Transcribe the lines from the start of the data below through the line with "Give me a JSON index of this", word for word and nothing more.

┄┄┄┄┄┄┄┄┄┄┄┄┄┄┄┄┄┄┄┄

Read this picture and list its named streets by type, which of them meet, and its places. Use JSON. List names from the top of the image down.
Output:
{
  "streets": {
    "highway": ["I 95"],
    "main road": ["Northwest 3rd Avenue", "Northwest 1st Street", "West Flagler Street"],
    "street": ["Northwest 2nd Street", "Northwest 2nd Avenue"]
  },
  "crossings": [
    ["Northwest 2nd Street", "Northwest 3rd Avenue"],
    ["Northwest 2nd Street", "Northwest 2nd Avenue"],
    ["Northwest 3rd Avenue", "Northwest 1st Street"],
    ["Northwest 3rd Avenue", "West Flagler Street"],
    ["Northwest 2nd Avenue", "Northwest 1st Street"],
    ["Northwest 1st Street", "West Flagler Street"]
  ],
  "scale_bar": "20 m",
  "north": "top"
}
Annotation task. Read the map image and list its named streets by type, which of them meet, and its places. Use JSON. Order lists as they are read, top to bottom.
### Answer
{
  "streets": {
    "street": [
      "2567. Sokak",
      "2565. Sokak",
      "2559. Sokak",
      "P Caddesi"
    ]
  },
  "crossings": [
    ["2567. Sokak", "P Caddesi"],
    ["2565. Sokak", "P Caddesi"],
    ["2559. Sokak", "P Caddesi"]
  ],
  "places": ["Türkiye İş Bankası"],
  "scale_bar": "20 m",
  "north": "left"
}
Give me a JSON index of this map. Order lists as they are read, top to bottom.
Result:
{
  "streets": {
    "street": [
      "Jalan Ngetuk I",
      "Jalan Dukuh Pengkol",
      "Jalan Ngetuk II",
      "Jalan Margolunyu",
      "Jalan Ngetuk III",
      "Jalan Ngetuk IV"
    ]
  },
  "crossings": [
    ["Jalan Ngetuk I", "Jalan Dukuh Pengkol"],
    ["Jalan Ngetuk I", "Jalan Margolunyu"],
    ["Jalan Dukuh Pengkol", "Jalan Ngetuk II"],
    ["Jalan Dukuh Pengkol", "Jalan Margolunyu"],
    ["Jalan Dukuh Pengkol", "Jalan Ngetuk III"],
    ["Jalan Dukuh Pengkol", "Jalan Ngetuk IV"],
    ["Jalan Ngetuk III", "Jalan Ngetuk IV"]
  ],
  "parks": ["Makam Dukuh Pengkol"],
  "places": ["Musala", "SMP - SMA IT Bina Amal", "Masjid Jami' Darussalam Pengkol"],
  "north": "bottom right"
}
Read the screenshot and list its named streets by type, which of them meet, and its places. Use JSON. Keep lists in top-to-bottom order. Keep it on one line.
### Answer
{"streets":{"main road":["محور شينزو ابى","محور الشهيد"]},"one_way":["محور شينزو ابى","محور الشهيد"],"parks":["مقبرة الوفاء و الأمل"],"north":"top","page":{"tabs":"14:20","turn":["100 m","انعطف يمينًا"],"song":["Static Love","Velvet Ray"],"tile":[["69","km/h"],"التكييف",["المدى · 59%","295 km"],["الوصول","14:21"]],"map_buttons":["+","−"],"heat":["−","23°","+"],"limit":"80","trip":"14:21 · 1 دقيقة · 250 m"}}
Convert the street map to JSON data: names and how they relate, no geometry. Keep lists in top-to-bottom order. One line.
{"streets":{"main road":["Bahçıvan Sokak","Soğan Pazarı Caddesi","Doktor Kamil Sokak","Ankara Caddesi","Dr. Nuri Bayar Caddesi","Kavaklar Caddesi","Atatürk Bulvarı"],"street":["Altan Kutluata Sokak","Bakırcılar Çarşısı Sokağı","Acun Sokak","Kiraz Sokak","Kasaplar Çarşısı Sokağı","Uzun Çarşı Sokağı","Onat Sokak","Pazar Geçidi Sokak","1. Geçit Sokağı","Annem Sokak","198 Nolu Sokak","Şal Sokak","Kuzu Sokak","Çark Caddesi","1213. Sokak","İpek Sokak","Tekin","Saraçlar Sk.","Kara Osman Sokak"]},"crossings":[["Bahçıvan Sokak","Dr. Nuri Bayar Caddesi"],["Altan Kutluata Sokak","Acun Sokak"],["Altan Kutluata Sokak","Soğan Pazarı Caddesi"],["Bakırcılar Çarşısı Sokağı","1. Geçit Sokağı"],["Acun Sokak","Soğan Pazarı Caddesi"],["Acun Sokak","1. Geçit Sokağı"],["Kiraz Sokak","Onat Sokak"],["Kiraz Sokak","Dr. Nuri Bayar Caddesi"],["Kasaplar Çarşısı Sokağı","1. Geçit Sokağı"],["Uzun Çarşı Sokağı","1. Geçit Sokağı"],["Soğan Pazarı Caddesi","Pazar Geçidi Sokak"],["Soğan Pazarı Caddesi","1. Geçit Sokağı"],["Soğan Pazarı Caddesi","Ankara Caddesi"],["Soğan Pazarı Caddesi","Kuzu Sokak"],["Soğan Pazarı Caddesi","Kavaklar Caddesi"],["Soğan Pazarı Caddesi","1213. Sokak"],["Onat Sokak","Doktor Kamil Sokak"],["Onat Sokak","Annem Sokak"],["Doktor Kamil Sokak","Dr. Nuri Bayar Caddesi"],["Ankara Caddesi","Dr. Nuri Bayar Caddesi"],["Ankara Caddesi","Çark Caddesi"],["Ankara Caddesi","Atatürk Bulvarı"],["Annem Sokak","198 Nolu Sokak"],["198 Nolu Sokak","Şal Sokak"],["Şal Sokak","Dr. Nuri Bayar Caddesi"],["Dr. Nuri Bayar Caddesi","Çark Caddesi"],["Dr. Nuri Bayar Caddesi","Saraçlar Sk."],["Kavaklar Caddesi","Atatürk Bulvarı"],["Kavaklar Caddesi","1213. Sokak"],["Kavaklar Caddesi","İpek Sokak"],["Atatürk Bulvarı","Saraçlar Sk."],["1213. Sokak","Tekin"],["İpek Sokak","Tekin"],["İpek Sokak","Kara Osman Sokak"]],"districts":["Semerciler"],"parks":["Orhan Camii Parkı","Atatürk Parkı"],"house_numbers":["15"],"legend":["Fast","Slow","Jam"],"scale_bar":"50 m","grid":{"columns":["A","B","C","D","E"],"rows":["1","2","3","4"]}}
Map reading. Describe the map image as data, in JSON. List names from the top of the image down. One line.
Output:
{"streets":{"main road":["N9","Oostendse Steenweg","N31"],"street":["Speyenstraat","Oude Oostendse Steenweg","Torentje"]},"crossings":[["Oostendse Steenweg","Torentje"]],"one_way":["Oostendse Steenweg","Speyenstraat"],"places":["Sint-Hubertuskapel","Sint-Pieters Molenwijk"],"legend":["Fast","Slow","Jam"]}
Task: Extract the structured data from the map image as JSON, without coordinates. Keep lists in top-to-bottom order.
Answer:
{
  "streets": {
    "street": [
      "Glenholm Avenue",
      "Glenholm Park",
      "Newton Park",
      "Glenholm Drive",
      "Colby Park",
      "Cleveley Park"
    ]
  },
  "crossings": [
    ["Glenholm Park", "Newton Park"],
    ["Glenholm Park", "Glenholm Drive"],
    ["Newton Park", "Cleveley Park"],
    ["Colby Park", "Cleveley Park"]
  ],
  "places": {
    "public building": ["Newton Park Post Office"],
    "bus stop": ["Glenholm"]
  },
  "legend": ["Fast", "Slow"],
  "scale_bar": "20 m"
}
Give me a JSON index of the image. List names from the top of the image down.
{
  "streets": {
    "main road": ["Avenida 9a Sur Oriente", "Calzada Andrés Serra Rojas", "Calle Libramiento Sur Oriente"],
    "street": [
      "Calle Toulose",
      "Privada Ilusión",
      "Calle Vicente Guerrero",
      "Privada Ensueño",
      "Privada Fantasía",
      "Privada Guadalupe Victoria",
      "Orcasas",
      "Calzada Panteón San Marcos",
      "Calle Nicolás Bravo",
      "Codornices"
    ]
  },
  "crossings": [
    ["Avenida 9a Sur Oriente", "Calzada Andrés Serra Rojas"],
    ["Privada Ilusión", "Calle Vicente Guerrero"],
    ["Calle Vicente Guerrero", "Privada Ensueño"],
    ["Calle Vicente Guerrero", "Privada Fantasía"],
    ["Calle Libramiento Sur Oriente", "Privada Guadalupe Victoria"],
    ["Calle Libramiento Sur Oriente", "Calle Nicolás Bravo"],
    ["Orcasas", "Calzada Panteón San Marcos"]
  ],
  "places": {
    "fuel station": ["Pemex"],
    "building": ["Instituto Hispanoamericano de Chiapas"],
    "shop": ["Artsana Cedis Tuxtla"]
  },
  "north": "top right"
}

┄┄┄┄┄┄┄┄┄┄┄┄┄┄┄┄┄┄┄┄

- RESULT FOR THIS EXERCISE:
Read this picture and list its named streets by type, which of them meet, and its places. Use JSON. List names from the top of the image down.
Output:
{
  "streets": {
    "highway": ["I 95"],
    "main road": ["Northwest 3rd Avenue", "Northwest 1st Street", "West Flagler Street"],
    "street": ["Northwest 2nd Street", "Northwest 2nd Avenue"]
  },
  "crossings": [
    ["Northwest 2nd Street", "Northwest 3rd Avenue"],
    ["Northwest 2nd Street", "Northwest 2nd Avenue"],
    ["Northwest 3rd Avenue", "Northwest 1st Street"],
    ["Northwest 3rd Avenue", "West Flagler Street"],
    ["Northwest 2nd Avenue", "Northwest 1st Street"],
    ["Northwest 1st Street", "West Flagler Street"]
  ],
  "scale_bar": "20 m",
  "north": "top"
}
Annotation task. Read the map image and list its named streets by type, which of them meet, and its places. Use JSON. Order lists as they are read, top to bottom.
### Answer
{
  "streets": {
    "street": [
      "2567. Sokak",
      "2565. Sokak",
      "2559. Sokak",
      "P Caddesi"
    ]
  },
  "crossings": [
    ["2567. Sokak", "P Caddesi"],
    ["2565. Sokak", "P Caddesi"],
    ["2559. Sokak", "P Caddesi"]
  ],
  "places": ["Türkiye İş Bankası"],
  "scale_bar": "20 m",
  "north": "left"
}
Give me a JSON index of this map. Order lists as they are read, top to bottom.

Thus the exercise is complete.